Supporting the notion that BD may lead to similar spontaneous oscillatory activity as that identified in alcoholics, the only study examining whole brain activity measured by MEG in young BDs and conducted from our research group also reported higher theta power in the occipital region in BDs in comparison with controls during eyes-closed resting state (Correas et al., 2015). According to other BD studies assessing potential neural anomalies at the functional and structural level (Squeglia et al., 2012; Howell et al., 2013; Doallo et al., 2014; López-Caneda et al., 2014b; Correas et al., 2016), studies suggest that abnormal increases in the theta frequency band might correspond with a neuromaturational delay induced by a binge pattern of alcohol consumption during the adolescent period.
Adolescence is a key developmental stage with profound changes in brain morphology, generally reflected in an increase in global white matter volumes and a decrease in global gray matter structures (Lenroot and Giedd, 2006; Fuhrmann et al., 2015). Mirroring these neuromaturational changes, the oscillatory activity in the brain at rest is reduced in a broad frequency range from low-delta to high-beta between late childhood and early adulthood (Dustman et al., 1999; Boord et al., 2007; Lüchinger et al., 2012; Rodríguez-Martínez et al., 2017). Specifically, Whitford et al. (2007) and Buchmann et al. (2011) reported a reduction in gray matter volumes with age (ranging from 10 to 30 years and from 8 to 19 years, respectively) that was accompanied by a significant decrease in spectral power—most prominent in low frequencies—during awake and sleep EEG recordings. This juxtaposed decline in EEG power and gray matter has led to the suggestion that the synaptic pruning that typically takes place during the transition from childhood to adulthood is responsible for the observed reduction in EEG frequencies (Boord et al., 2007; Whitford et al., 2007; Feinberg and Campbell, 2010; Buchmann et al., 2011; Gómez et al., 2017).

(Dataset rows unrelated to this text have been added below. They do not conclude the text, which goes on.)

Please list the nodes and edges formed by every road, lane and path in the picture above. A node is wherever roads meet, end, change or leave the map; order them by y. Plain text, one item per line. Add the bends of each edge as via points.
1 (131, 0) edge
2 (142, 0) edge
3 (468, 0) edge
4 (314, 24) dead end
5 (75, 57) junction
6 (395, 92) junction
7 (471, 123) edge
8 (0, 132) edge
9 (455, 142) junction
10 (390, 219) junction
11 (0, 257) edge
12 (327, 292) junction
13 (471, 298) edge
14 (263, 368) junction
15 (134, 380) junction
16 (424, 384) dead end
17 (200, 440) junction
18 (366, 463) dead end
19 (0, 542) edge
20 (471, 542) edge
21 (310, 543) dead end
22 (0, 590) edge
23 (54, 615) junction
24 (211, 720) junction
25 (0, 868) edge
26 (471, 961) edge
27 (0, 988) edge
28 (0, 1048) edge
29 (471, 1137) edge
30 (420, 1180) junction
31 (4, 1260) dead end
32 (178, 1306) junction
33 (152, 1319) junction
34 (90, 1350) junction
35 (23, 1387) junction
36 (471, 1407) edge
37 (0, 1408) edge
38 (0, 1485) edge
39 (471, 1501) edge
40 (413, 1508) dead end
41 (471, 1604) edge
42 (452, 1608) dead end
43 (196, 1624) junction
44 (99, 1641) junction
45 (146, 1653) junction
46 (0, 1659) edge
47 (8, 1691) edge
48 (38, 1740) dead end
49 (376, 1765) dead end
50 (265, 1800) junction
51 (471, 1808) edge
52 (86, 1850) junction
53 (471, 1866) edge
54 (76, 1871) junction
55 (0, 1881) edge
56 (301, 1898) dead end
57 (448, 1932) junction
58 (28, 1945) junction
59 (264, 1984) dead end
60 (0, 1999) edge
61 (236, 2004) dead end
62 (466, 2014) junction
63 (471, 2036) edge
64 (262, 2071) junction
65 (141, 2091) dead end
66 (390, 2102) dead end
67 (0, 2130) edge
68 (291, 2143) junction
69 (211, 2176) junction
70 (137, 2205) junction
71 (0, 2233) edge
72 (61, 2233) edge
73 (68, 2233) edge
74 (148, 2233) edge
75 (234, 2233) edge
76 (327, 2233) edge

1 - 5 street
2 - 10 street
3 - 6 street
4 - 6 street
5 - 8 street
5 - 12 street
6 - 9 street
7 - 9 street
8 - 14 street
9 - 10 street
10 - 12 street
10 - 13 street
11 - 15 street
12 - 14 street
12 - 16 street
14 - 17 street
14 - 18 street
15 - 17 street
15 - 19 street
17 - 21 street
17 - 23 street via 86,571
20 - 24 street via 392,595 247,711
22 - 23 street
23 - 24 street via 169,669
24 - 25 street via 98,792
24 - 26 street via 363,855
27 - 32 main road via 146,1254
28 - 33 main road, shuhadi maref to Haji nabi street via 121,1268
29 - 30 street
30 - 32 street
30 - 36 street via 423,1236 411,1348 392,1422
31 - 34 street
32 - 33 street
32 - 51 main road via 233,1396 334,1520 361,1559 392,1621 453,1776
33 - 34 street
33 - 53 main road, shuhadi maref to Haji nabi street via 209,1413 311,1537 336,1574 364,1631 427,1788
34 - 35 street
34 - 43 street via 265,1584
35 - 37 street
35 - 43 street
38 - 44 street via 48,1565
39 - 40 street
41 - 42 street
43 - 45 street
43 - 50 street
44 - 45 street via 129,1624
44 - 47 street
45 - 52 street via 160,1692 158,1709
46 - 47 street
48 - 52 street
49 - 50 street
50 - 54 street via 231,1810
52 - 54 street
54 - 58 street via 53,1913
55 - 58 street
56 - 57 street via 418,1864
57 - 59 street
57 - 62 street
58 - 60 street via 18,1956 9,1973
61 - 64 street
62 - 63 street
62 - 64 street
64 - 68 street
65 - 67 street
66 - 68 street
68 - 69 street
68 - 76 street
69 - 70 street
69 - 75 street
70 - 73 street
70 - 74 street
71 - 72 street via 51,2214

Within the heterogeneous pattern of neurodevelopmental trajectories, the temporal cortex is the region where gray matter matures last, peaking generally around 17 years of age (Giedd, 2004; Gogtay et al., 2004), although some studies have extended this peak to around 30 years of age (Sowell et al., 2003). Taking into account the relationship between EEG power and gray matter changes, the increased beta power recorded over the right temporal cortex (parahippocampal and fusiform gyri) in the young BDs—aged 18 years—of our study might be related to neuroanatomical immaturity in these subjects compared to controls. As mentioned above, this would be in accordance with several neurostructural studies indicating enlarged gray matter (in some cases gender- and region-specific) in the BD population (Squeglia et al., 2012; Howell et al., 2013; Doallo et al., 2014; Kvamme et al., 2016; Morris et al., 2017). In particular, Kvamme et al. (2016) found greater gray matter volumes in female BDs in the bilateral fusiform gyrus and the right parahippocampal gyrus, showing that these regions may be affected—i.e., may undergo delayed synaptic pruning—due to BD. However, the lack of studies directly comparing electrophysiological and structural data in young BDs coupled with the fact that other studies have reported reduced instead increased cortical volumes in this population (Mashhoon et al., 2014; Squeglia et al., 2015) exhort us to be cautious in this interpretation.
Besides that, a key feature of EEG maturation is the progressive replacement of tonic theta power in the occipital region in favor of faster rhythms from childhood to adolescence and early adulthood, continuing until the third decade of life (Niedermeyer, 2005; Segalowitz et al., 2010). Indeed, despite resting theta activity having its maximum in occipital regions, this is not prevalent in normal adult waking EEG (Puligheddu et al., 2005; Kamarajan and Porjesz, 2015; Gómez et al., 2017). Thus, the higher occipital theta power observed in young BDs relative to age-matched controls may be linked to a slowing down in the reduction of theta rhythms that naturally occurs during development. However, further studies examining the development of theta activity in young BDs are warranted to confirm this hypothesis.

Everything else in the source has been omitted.